BIDS Integration¶
This document outlines strategies and best practices for integrating signalJourney provenance files within datasets structured according to the Brain Imaging Data Structure (BIDS) standard.
Goal¶
The primary goal is to store detailed pipeline provenance alongside the BIDS data it describes or generates, without violating BIDS validation rules.
Placement of *_signalJourney.json Files¶
BIDS currently does not formally specify *_signalJourney.json files. Therefore, they should always be placed within the /derivatives subdirectory of a BIDS dataset.
Recommended Location:
Place signalJourney files within the specific pipeline derivative directory they document:
<bids_root>/
derivatives/
<pipeline_name>/
sub-<label>/
[ses-<label>/]
<datatype>/
<source_entities>_desc-<description>_<suffix>.json <-- Associated data file
<source_entities>_desc-<description>_signalJourney.json <-- Provenance for the data file
...
dataset_description.json
*_signalJourney.json <-- Optional: For pipeline-level info not tied to a specific output file
<pipeline_name>: A descriptive name for your processing pipeline (e.g.,eeg_preprocessing,fmri_stats).- The signalJourney filename should mirror the BIDS filename of the data file it primarily documents, replacing the data suffix (e.g.,
_eeg.fif) with_signalJourney.json. - Pipeline-level signalJourney files (not documenting a specific output file but perhaps the overall pipeline execution) can be placed at the root of the
<pipeline_name>directory.
Why /derivatives?
- Raw data directories in BIDS have strict validation rules. signalJourney files are not part of the raw data standard.
/derivativesis the designated location for outputs of processing pipelines.- This keeps provenance clearly associated with the derived data.
Referencing Files within signalJourney¶
When specifying file paths within inputSources or outputTargets in a signalJourney file placed within a BIDS /derivatives directory:
- Use relative paths: Paths should ideally be relative to the BIDS root directory.
- Input Raw Data:
../rawdata/sub-01/ses-test/eeg/sub-01_ses-test_task-rest_eeg.vhdr - Input Derivative Data:
./derivatives/preprocessing_pipeline/sub-01/eeg/sub-01_desc-preproc_eeg.fif(Note the leading./) - Output Derivative Data:
./derivatives/ica_pipeline/sub-01/eeg/sub-01_desc-cleaned_eeg.fif
- Input Raw Data:
- This ensures paths remain valid regardless of where the BIDS dataset is moved.
- Avoid absolute paths unless necessary for external resources.
Using .bidsignore¶
To prevent standard BIDS validators (which don't recognize *_signalJourney.json) from generating errors or warnings about these files, add an entry to the .bidsignore file located at the root of your BIDS dataset:
# Ignore signalJourney provenance files
*_signalJourney.json
This tells BIDS-compliant tools to ignore these files during validation scans.

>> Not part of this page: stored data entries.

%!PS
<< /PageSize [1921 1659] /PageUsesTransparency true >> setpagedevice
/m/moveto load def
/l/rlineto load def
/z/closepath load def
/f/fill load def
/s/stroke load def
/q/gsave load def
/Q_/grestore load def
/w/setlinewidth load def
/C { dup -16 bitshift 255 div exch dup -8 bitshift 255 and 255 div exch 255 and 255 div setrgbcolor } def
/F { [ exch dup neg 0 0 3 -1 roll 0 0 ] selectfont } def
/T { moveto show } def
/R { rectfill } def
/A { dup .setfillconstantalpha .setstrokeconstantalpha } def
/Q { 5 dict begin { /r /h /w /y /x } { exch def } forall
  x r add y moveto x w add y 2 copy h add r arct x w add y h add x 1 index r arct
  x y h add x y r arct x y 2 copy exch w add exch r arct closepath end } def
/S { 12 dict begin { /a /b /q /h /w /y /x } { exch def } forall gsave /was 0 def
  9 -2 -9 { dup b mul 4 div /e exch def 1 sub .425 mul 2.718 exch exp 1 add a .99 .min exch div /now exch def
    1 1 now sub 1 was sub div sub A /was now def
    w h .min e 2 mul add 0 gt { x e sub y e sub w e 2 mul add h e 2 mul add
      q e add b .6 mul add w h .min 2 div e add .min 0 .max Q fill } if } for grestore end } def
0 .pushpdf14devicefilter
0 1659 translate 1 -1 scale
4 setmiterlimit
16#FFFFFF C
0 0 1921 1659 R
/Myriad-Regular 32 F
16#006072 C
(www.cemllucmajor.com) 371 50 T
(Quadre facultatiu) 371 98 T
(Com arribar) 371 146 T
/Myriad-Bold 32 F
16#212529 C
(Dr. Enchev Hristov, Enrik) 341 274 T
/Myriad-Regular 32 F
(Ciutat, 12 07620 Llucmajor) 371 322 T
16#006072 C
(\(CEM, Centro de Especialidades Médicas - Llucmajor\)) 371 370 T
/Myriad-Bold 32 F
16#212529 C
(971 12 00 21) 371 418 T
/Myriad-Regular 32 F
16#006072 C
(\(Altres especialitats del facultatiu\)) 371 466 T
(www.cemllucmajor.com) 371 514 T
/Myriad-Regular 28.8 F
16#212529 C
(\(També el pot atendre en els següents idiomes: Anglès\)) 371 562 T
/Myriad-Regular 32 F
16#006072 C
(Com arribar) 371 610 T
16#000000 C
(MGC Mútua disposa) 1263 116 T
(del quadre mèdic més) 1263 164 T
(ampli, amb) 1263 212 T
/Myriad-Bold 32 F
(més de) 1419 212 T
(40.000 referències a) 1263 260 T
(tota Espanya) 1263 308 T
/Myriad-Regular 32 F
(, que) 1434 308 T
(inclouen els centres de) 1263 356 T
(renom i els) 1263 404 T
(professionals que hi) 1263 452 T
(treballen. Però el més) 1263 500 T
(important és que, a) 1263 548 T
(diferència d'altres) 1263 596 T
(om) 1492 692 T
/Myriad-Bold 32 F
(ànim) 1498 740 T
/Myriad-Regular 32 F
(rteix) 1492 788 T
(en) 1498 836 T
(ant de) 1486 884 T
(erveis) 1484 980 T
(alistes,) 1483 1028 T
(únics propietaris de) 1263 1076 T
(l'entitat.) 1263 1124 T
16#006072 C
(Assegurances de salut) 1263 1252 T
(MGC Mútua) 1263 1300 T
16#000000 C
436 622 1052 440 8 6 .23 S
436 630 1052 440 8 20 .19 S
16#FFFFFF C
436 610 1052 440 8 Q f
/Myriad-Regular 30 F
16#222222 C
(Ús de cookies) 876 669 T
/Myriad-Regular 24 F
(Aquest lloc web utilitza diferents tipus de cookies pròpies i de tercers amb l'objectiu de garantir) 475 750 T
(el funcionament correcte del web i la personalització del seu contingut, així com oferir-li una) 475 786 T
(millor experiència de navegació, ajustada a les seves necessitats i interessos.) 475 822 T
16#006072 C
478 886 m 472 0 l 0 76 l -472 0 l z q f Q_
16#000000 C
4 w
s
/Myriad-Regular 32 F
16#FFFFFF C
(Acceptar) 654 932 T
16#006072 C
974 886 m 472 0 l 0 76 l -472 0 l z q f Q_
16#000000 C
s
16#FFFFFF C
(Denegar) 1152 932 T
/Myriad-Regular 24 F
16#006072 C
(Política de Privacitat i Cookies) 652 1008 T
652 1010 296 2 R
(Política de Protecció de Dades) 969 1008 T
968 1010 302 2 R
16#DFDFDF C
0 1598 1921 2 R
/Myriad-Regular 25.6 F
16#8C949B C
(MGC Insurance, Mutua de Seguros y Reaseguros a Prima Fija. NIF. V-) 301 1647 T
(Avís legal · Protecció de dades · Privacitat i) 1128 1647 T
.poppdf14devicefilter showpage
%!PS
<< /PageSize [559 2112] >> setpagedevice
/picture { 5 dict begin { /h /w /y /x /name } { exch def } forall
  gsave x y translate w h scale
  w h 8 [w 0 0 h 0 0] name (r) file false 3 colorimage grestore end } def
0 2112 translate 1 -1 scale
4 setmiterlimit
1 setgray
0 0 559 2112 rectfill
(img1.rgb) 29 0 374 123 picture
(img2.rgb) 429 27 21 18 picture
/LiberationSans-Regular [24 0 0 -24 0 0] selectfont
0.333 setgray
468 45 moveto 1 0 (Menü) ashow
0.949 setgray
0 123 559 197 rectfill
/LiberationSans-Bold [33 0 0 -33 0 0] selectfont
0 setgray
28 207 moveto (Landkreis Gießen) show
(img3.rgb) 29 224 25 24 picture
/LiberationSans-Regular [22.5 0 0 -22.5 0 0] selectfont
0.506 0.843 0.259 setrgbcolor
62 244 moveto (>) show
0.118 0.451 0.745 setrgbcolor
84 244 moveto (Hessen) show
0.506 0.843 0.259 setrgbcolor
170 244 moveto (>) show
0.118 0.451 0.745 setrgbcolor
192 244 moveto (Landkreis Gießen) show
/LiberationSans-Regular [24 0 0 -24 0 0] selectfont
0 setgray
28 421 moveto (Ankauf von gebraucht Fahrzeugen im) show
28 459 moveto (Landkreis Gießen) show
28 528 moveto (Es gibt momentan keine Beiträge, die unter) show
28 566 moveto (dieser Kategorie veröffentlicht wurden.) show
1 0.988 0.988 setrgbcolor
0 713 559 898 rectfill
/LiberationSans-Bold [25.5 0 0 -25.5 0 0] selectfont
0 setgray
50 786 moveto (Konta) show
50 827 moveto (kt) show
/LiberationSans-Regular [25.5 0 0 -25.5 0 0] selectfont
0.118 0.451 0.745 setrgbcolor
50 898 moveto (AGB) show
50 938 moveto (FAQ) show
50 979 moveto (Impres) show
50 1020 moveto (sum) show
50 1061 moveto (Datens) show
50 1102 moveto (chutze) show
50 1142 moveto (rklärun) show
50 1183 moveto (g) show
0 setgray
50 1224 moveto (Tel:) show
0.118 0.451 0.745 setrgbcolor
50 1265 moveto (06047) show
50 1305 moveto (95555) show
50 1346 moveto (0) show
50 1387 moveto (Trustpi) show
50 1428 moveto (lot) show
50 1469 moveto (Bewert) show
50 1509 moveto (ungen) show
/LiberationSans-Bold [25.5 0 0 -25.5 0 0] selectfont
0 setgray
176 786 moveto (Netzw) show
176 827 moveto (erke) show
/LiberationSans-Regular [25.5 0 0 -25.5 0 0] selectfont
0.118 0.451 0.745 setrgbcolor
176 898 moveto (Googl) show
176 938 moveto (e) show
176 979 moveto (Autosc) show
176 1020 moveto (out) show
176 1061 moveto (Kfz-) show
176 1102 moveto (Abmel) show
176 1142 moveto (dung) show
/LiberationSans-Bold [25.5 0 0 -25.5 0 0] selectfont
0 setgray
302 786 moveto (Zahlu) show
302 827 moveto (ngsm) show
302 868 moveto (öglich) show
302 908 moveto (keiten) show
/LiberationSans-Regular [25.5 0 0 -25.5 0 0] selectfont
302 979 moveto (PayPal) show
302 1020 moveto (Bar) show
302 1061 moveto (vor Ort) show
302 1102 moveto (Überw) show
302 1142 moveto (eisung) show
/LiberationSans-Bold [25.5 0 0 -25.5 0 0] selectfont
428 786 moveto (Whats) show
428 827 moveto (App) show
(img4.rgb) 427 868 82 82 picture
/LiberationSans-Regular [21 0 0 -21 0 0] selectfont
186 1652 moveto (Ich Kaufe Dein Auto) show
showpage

Root-Level vs. Derivative-Level Pipelines¶
signalJourney can document pipelines that operate on entire datasets or individual subject/session files.
- Subject/Session Level: If a pipeline is run independently for each subject/session, the corresponding
*_signalJourney.jsonfile should typically reside alongside the output data within the subject's derivative directory (as shown in the recommended location example). - Dataset Level: If a single pipeline instance processes multiple subjects (e.g., group analysis, template creation), a single
*_signalJourney.jsonfile might be placed at the root of the specific derivative pipeline directory (e.g.,/derivatives/<group_analysis_pipeline>/group_analysis_signalJourney.json). This file would then reference multiple subject input files using relative paths from the BIDS root.
Linking signalJourney Files¶
If one pipeline's output (documented in pipelineA_signalJourney.json) is the input to another pipeline (documented in pipelineB_signalJourney.json), use the pipelineSource field within the inputSources of pipelineB_signalJourney.json:
// Inside pipelineB_signalJourney.json
"inputSources": [
{
"sourceType": "file",
"location": "./derivatives/pipelineA/sub-01/eeg/sub-01_desc-outputA_eeg.fif",
"pipelineSource": {
"pipelineName": "Pipeline A Name", // Matches pipelineInfo.name in pipelineA_signalJourney.json
"pipelineVersion": "1.2.0", // Matches pipelineInfo.version in pipelineA_signalJourney.json
"signalJourneyFile": "./derivatives/pipelineA/sub-01_desc-outputA_signalJourney.json" // Optional path to the source file
}
}
]
Summary of Recommendations¶
- Place
*_signalJourney.jsonfiles only within/derivatives/<pipeline_name>/. - Use filenames that mirror the associated data file, replacing the data suffix with
_signalJourney.json. - Use relative paths from the BIDS root within
inputSourcesandoutputTargets. - Add
*_signalJourney.jsonto your top-level.bidsignorefile. - Store provenance alongside the data it describes (subject/session level where appropriate).
- Use
pipelineSourceto link dependent pipelines.